*Activity*:
For this exercise, write out the full listing that follows exactly and skip its pictures.

***** Given data *****

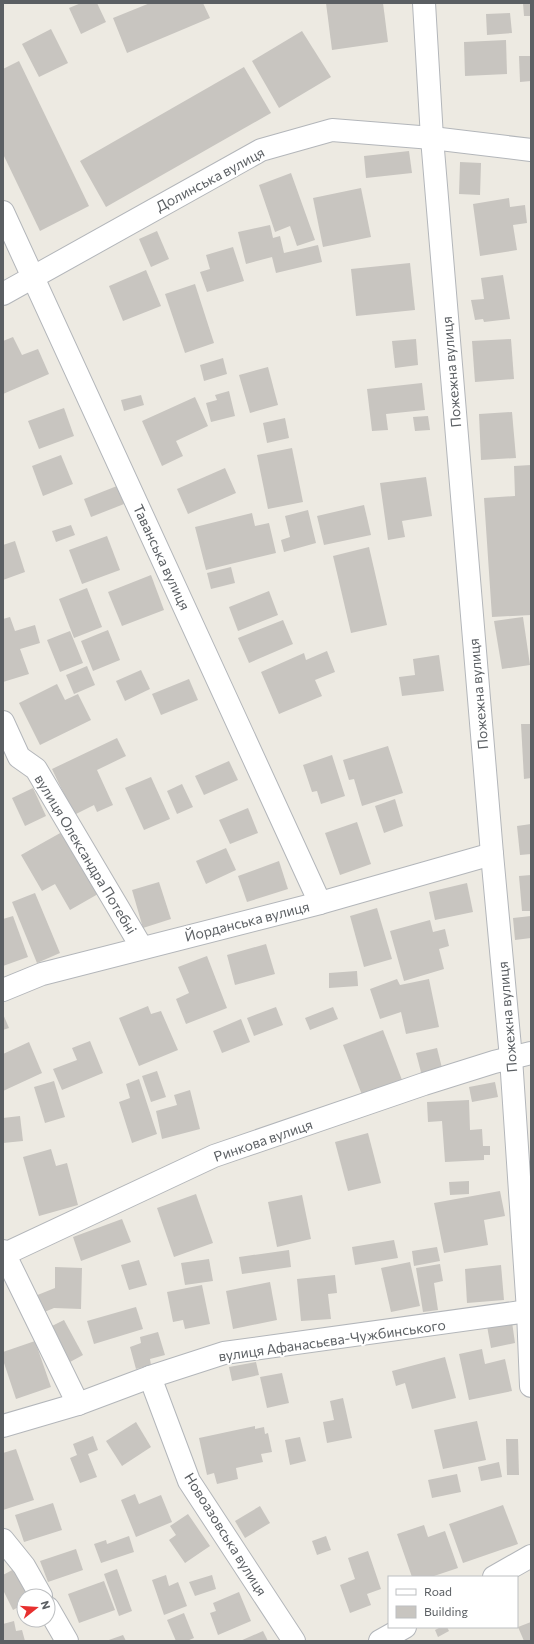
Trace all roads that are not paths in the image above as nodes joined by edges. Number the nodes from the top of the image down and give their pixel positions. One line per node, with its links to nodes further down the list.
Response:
1 (424, 3): 2 (street, Пожежна вулиця)
2 (432, 138): 3 (street, Долинська вулиця); 5 (street, Долинська вулиця); 9 (street, Пожежна вулиця)
3 (531, 150)
4 (3, 212): 5 (street, Таванська вулиця)
5 (33, 277): 6 (street, Долинська вулиця); 10 (street, Таванська вулиця)
6 (3, 294)
7 (3, 722): 8 (street, вулиця Олександра Потебні)
8 (11, 761): 11 (street, вулиця Олександра Потебні)
9 (492, 854): 10 (street, Йорданська вулиця); 13 (street, Пожежна вулиця)
10 (320, 903): 11 (street, Йорданська вулиця)
11 (142, 948): 12 (street, Йорданська вулиця)
12 (3, 990)
13 (521, 1055): 14 (street, Ринкова вулиця); 15 (street, Пожежна вулиця)
14 (4, 1252): 18 (street)
15 (528, 1311): 16 (street, вулиця Афанасьєва-Чужбинського); 17 (street, Пожежна вулиця)
16 (150, 1377): 18 (street, вулиця Афанасьєва-Чужбинського); 27 (street, Новоазовська вулиця)
17 (531, 1386)
18 (78, 1404): 19 (street, вулиця Афанасьєва-Чужбинського)
19 (3, 1426)
20 (3, 1540): 23 (street)
21 (531, 1556): 22 (street)
22 (496, 1576)
23 (36, 1588)
24 (56, 1622): 26 (street)
25 (403, 1628): 28 (street)
26 (67, 1641)
27 (294, 1641)
28 (380, 1641)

*****

*Exercise solution*:
Trace all roads that are not paths in the image above as nodes joined by edges. Number the nodes from the top of the image down and give their pixel positions. One line per node, with its links to nodes further down the list.
Response:
1 (424, 3): 2 (street, Пожежна вулиця)
2 (432, 138): 3 (street, Долинська вулиця); 5 (street, Долинська вулиця); 9 (street, Пожежна вулиця)
3 (531, 150)
4 (3, 212): 5 (street, Таванська вулиця)
5 (33, 277): 6 (street, Долинська вулиця); 10 (street, Таванська вулиця)
6 (3, 294)
7 (3, 722): 8 (street, вулиця Олександра Потебні)
8 (11, 761): 11 (street, вулиця Олександра Потебні)
9 (492, 854): 10 (street, Йорданська вулиця); 13 (street, Пожежна вулиця)
10 (320, 903): 11 (street, Йорданська вулиця)
11 (142, 948): 12 (street, Йорданська вулиця)
12 (3, 990)
13 (521, 1055): 14 (street, Ринкова вулиця); 15 (street, Пожежна вулиця)
14 (4, 1252): 18 (street)
15 (528, 1311): 16 (street, вулиця Афанасьєва-Чужбинського); 17 (street, Пожежна вулиця)
16 (150, 1377): 18 (street, вулиця Афанасьєва-Чужбинського); 27 (street, Новоазовська вулиця)
17 (531, 1386)
18 (78, 1404): 19 (street, вулиця Афанасьєва-Чужбинського)
19 (3, 1426)
20 (3, 1540): 23 (street)
21 (531, 1556): 22 (street)
22 (496, 1576)
23 (36, 1588)
24 (56, 1622): 26 (street)
25 (403, 1628): 28 (street)
26 (67, 1641)
27 (294, 1641)
28 (380, 1641)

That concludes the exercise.